From 0.5.0 onward, container releases are signed by digest and GitHub-attested. Builds include BuildKit provenance and SBOM attestations, use verified PyPI wheel inputs, and are reproducible for supported platforms.

[![docker-publish](https://github.com/nuclear-treestump/pydepgate/actions/workflows/docker-publish.yml/badge.svg)](https://github.com/nuclear-treestump/pydepgate/actions/workflows/docker-publish.yml)
[![docker-repro-check](https://github.com/nuclear-treestump/pydepgate/actions/workflows/docker-repro.yml/badge.svg)](https://github.com/nuclear-treestump/pydepgate/actions/workflows/docker-repro.yml)

</details>

## Why this exists

Python can execute package-provided code before the user's script does anything.

`.pth` files in `site-packages` can run import lines during interpreter initialization. `sitecustomize.py` and `usercustomize.py` are imported automatically when present. Source distributions can execute `setup.py` during installation. Packages can run top-level `__init__.py` code when imported. Console-script entry points are generated during installation and executed later as normal commands.

These are normal Python features. They are also useful supply-chain attack surfaces.

The March 2026 LiteLLM supply-chain compromise used this class of startup behavior and is catalogued as [MITRE ATT&CK T1546.018](https://attack.mitre.org/techniques/T1546/018/). The `.pth` vector has also been acknowledged as a security gap in [CPython issue #113659](https://github.com/python/cpython/issues/113659).
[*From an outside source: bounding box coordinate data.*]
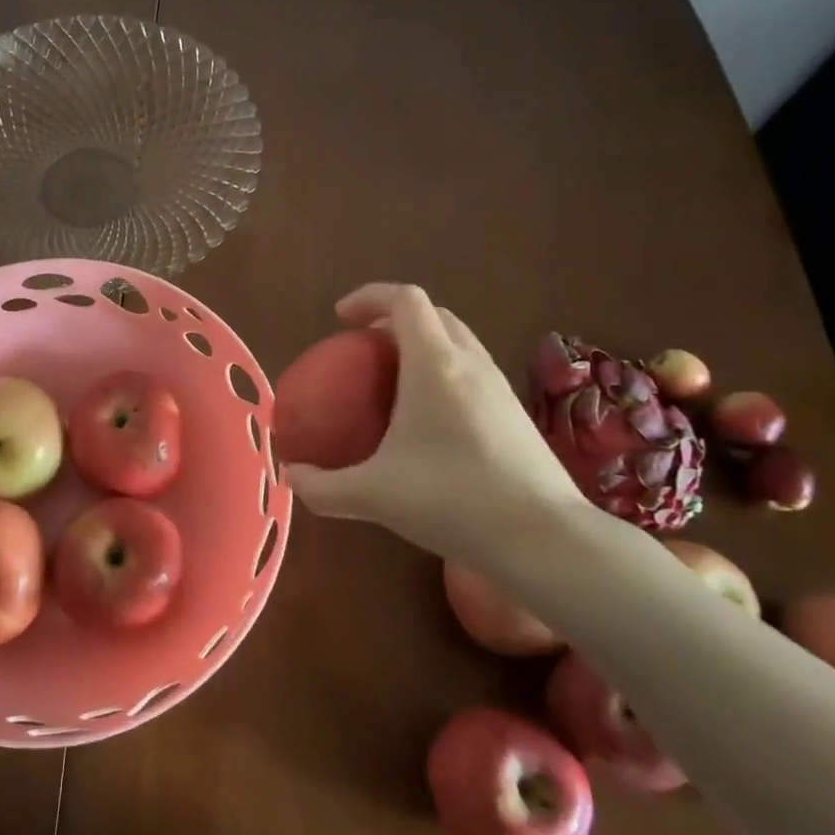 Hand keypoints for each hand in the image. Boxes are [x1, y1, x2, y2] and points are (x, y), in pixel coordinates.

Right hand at [286, 284, 589, 562]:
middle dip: (394, 319)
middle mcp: (470, 363)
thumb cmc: (452, 500)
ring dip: (422, 345)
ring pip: (457, 342)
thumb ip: (323, 487)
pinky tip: (428, 420)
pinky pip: (471, 371)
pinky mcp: (515, 413)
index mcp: (435, 364)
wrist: (543, 538)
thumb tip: (291, 478)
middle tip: (363, 348)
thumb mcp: (374, 495)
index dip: (369, 297)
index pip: (405, 300)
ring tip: (393, 381)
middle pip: (433, 315)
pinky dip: (443, 373)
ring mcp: (499, 387)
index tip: (340, 318) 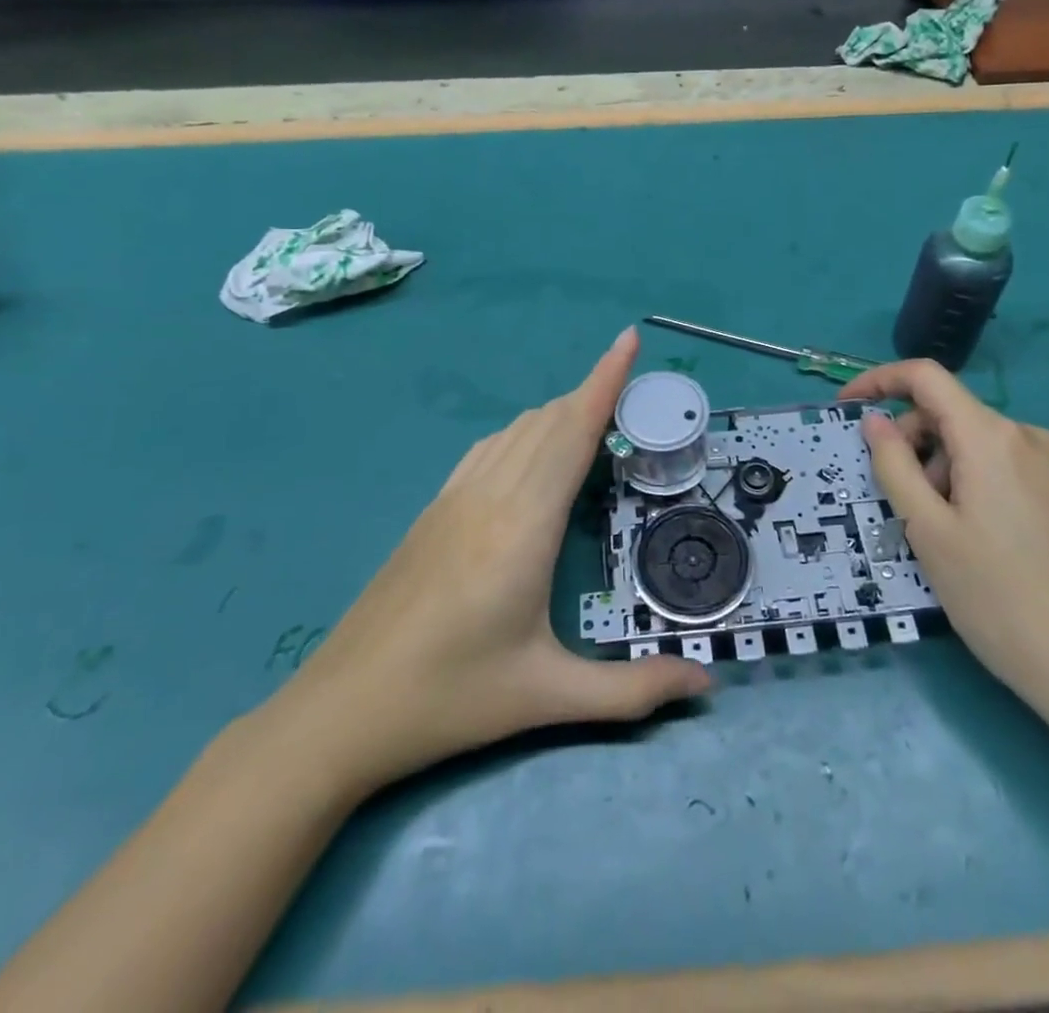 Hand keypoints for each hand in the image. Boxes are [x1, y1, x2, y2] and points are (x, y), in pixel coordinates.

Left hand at [262, 326, 711, 802]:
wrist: (341, 711)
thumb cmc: (451, 699)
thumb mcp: (547, 697)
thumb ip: (632, 692)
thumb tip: (706, 687)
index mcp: (524, 525)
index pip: (572, 431)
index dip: (604, 380)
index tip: (628, 339)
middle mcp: (491, 495)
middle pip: (550, 421)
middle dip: (594, 396)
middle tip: (637, 403)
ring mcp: (455, 498)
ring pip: (517, 430)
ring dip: (560, 414)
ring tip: (596, 425)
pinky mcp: (433, 510)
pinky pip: (489, 448)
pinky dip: (525, 433)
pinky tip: (532, 455)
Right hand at [839, 360, 1048, 718]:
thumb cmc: (998, 598)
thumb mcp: (926, 531)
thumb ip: (893, 465)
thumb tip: (875, 421)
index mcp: (992, 437)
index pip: (926, 377)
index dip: (879, 381)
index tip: (847, 409)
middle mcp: (1030, 436)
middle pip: (952, 415)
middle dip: (913, 445)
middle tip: (902, 506)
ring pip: (979, 445)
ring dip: (945, 471)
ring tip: (946, 536)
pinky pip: (1009, 468)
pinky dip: (977, 484)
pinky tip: (983, 540) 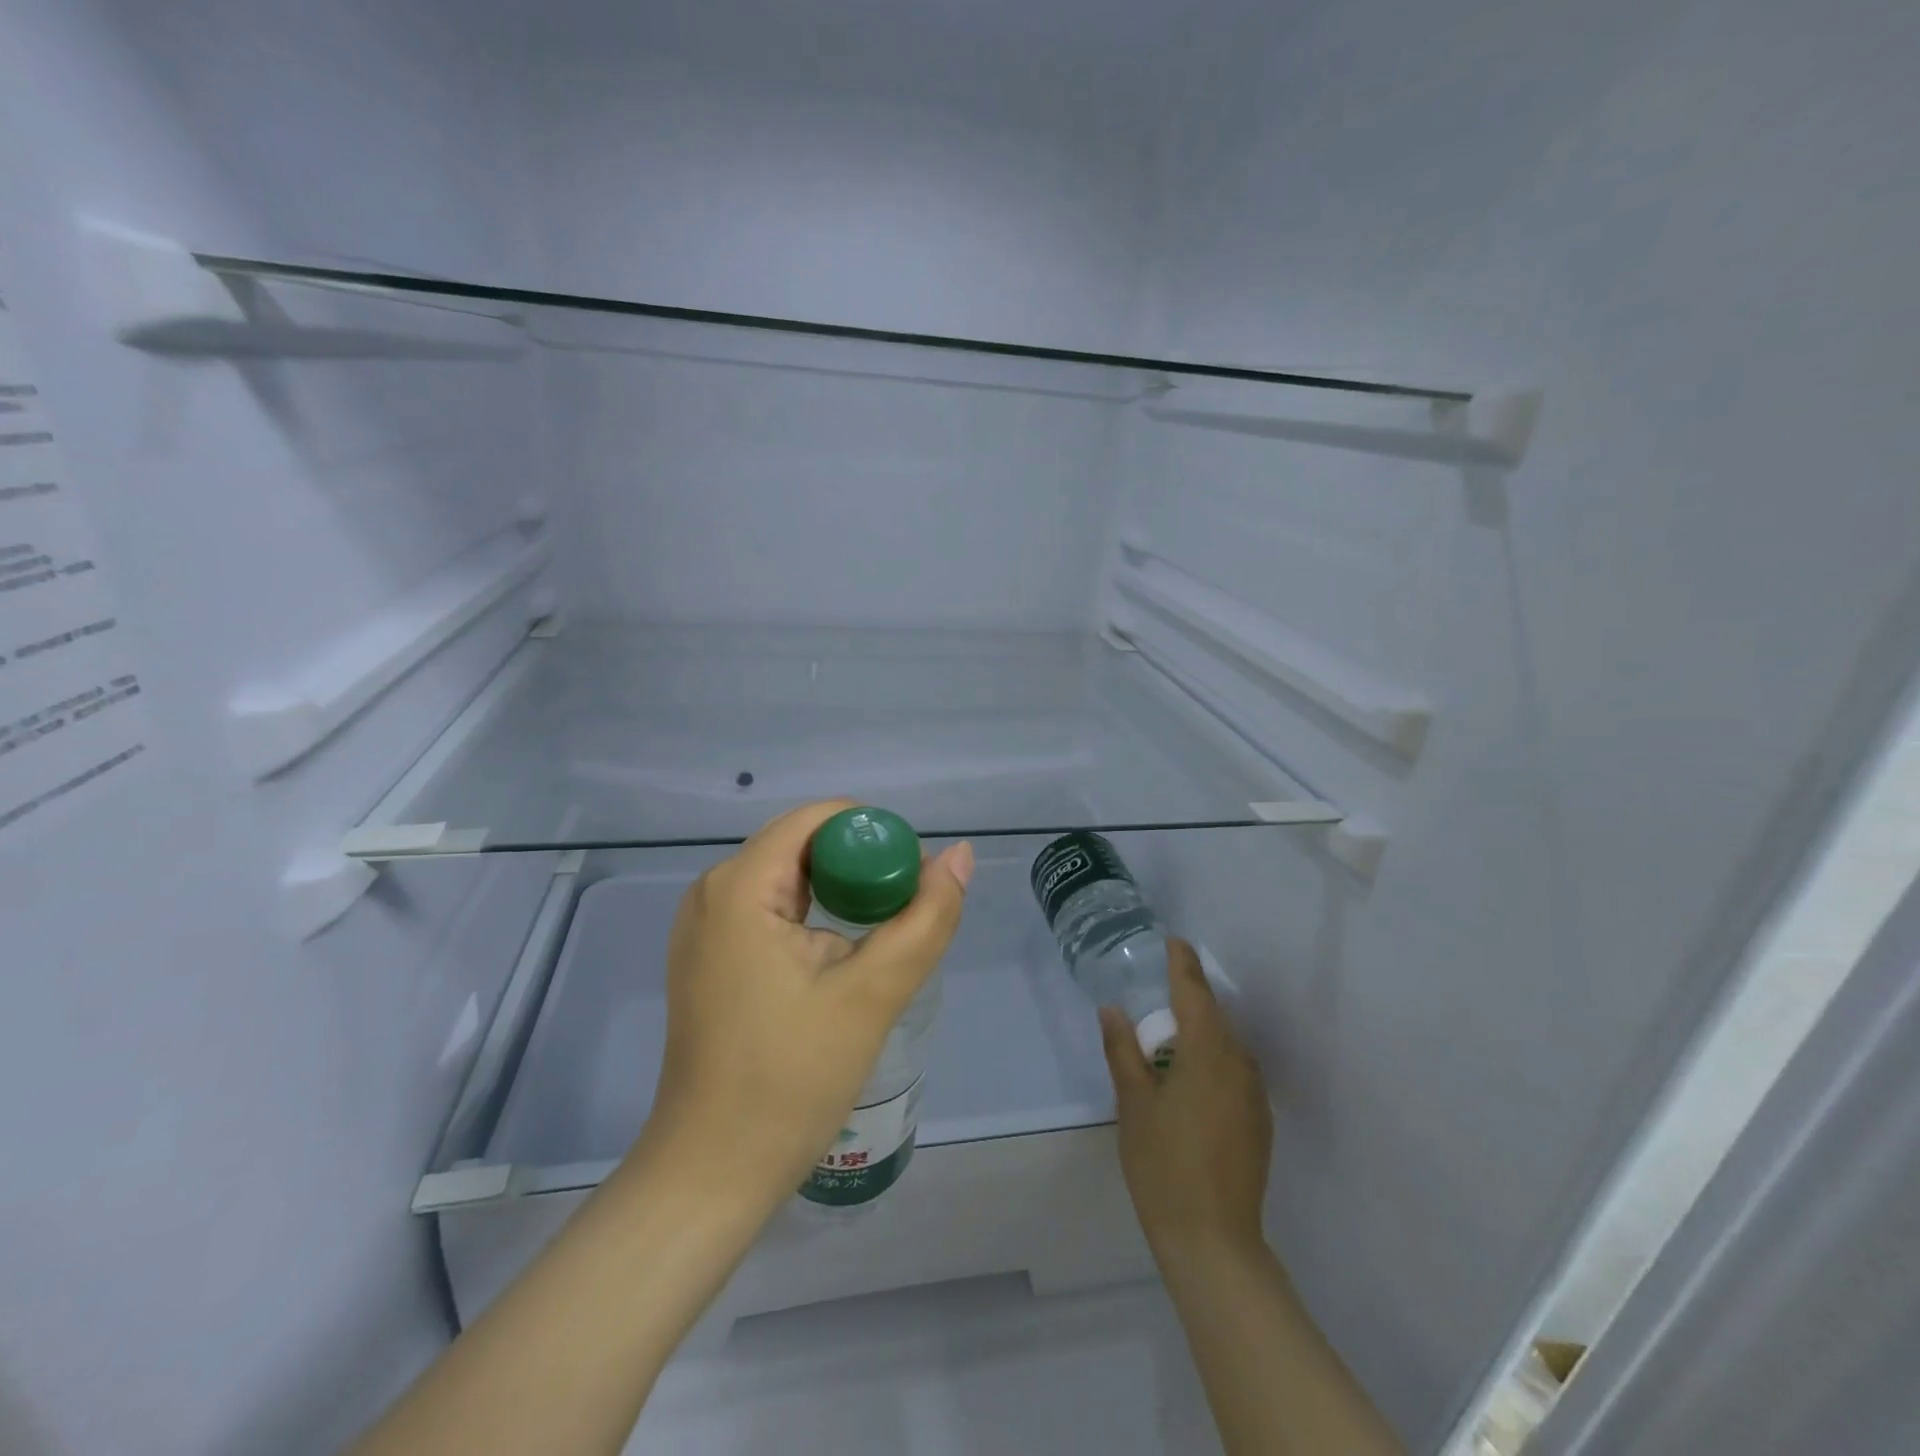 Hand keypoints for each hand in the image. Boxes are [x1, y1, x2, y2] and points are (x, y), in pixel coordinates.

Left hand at [641, 800, 972, 1214]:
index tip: (912, 875)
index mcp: (739, 886)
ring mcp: (704, 925)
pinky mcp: (709, 956)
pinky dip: (814, 917)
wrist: (713, 1172)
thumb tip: (959, 855)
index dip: (874, 833)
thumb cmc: (790, 1080)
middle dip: (861, 866)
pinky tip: (842, 957)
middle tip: (906, 910)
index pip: (818, 819)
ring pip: (789, 878)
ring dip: (841, 894)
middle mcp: (712, 891)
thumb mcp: (872, 994)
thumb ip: (925, 918)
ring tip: (882, 936)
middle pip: (803, 845)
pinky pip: (770, 909)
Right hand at [1101, 938, 1272, 1260]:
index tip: (1173, 940)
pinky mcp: (1259, 1120)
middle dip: (1187, 999)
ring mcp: (1254, 1093)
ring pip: (1225, 1044)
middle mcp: (1238, 1063)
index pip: (1194, 991)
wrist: (1214, 1241)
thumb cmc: (1163, 1163)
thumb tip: (1112, 1010)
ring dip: (1199, 1032)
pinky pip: (1233, 1071)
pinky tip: (1189, 1081)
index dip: (1183, 963)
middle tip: (1156, 992)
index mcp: (1207, 1051)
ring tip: (1167, 1040)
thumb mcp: (1133, 1103)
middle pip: (1212, 1016)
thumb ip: (1122, 1050)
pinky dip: (1211, 1060)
Existing tools answer related but different questions. `pip-audit` and Safety check whether a known package version has known vulnerabilities. Bandit checks a source tree for risky Python patterns. pydepgate asks a package-artifact question:

> Does this artifact contain suspicious behavior that could run during installation, interpreter startup, import-time initialization, or generated entry-point execution?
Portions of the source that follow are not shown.